── SUPPLIED MATERIAL

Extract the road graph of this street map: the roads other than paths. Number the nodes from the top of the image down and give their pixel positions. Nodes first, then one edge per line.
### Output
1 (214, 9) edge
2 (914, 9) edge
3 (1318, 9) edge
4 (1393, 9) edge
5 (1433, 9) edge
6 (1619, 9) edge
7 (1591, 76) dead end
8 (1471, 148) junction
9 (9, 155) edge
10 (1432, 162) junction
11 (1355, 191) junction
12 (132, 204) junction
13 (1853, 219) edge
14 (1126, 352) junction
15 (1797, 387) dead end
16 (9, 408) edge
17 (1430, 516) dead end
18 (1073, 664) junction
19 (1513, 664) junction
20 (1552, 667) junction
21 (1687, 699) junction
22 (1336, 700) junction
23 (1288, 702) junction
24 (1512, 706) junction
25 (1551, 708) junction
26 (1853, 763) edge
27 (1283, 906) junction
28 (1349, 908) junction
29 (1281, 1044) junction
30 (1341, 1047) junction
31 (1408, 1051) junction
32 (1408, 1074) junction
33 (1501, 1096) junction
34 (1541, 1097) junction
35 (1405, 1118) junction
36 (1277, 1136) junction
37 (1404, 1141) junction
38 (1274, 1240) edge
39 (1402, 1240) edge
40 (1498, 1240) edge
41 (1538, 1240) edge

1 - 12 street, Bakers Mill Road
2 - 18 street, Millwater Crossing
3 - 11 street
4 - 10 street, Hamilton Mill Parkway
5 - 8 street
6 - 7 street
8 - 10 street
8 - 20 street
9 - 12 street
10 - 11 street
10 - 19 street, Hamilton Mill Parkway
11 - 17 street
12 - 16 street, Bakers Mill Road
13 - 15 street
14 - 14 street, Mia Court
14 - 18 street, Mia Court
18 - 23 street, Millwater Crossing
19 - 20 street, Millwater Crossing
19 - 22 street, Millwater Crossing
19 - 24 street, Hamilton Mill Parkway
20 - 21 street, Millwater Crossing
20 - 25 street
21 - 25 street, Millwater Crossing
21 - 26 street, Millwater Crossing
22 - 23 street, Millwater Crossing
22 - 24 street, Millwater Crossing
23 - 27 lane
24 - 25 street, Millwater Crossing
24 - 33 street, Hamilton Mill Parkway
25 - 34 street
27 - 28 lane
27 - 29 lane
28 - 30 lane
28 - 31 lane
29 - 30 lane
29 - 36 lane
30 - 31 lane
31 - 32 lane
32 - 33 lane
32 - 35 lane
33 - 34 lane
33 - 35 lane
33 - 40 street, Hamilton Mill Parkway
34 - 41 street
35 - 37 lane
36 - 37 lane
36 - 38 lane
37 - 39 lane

────

» EXERCISE DESCRIPTION: The records must be reproduced in full. Nothing should differ.

» ANSWER BOX:
Extract the road graph of this street map: the roads other than paths. Number the nodes from the top of the image down and give their pixel positions. Nodes first, then one edge per line.
### Output
1 (214, 9) edge
2 (914, 9) edge
3 (1318, 9) edge
4 (1393, 9) edge
5 (1433, 9) edge
6 (1619, 9) edge
7 (1591, 76) dead end
8 (1471, 148) junction
9 (9, 155) edge
10 (1432, 162) junction
11 (1355, 191) junction
12 (132, 204) junction
13 (1853, 219) edge
14 (1126, 352) junction
15 (1797, 387) dead end
16 (9, 408) edge
17 (1430, 516) dead end
18 (1073, 664) junction
19 (1513, 664) junction
20 (1552, 667) junction
21 (1687, 699) junction
22 (1336, 700) junction
23 (1288, 702) junction
24 (1512, 706) junction
25 (1551, 708) junction
26 (1853, 763) edge
27 (1283, 906) junction
28 (1349, 908) junction
29 (1281, 1044) junction
30 (1341, 1047) junction
31 (1408, 1051) junction
32 (1408, 1074) junction
33 (1501, 1096) junction
34 (1541, 1097) junction
35 (1405, 1118) junction
36 (1277, 1136) junction
37 (1404, 1141) junction
38 (1274, 1240) edge
39 (1402, 1240) edge
40 (1498, 1240) edge
41 (1538, 1240) edge

1 - 12 street, Bakers Mill Road
2 - 18 street, Millwater Crossing
3 - 11 street
4 - 10 street, Hamilton Mill Parkway
5 - 8 street
6 - 7 street
8 - 10 street
8 - 20 street
9 - 12 street
10 - 11 street
10 - 19 street, Hamilton Mill Parkway
11 - 17 street
12 - 16 street, Bakers Mill Road
13 - 15 street
14 - 14 street, Mia Court
14 - 18 street, Mia Court
18 - 23 street, Millwater Crossing
19 - 20 street, Millwater Crossing
19 - 22 street, Millwater Crossing
19 - 24 street, Hamilton Mill Parkway
20 - 21 street, Millwater Crossing
20 - 25 street
21 - 25 street, Millwater Crossing
21 - 26 street, Millwater Crossing
22 - 23 street, Millwater Crossing
22 - 24 street, Millwater Crossing
23 - 27 lane
24 - 25 street, Millwater Crossing
24 - 33 street, Hamilton Mill Parkway
25 - 34 street
27 - 28 lane
27 - 29 lane
28 - 30 lane
28 - 31 lane
29 - 30 lane
29 - 36 lane
30 - 31 lane
31 - 32 lane
32 - 33 lane
32 - 35 lane
33 - 34 lane
33 - 35 lane
33 - 40 street, Hamilton Mill Parkway
34 - 41 street
35 - 37 lane
36 - 37 lane
36 - 38 lane
37 - 39 lane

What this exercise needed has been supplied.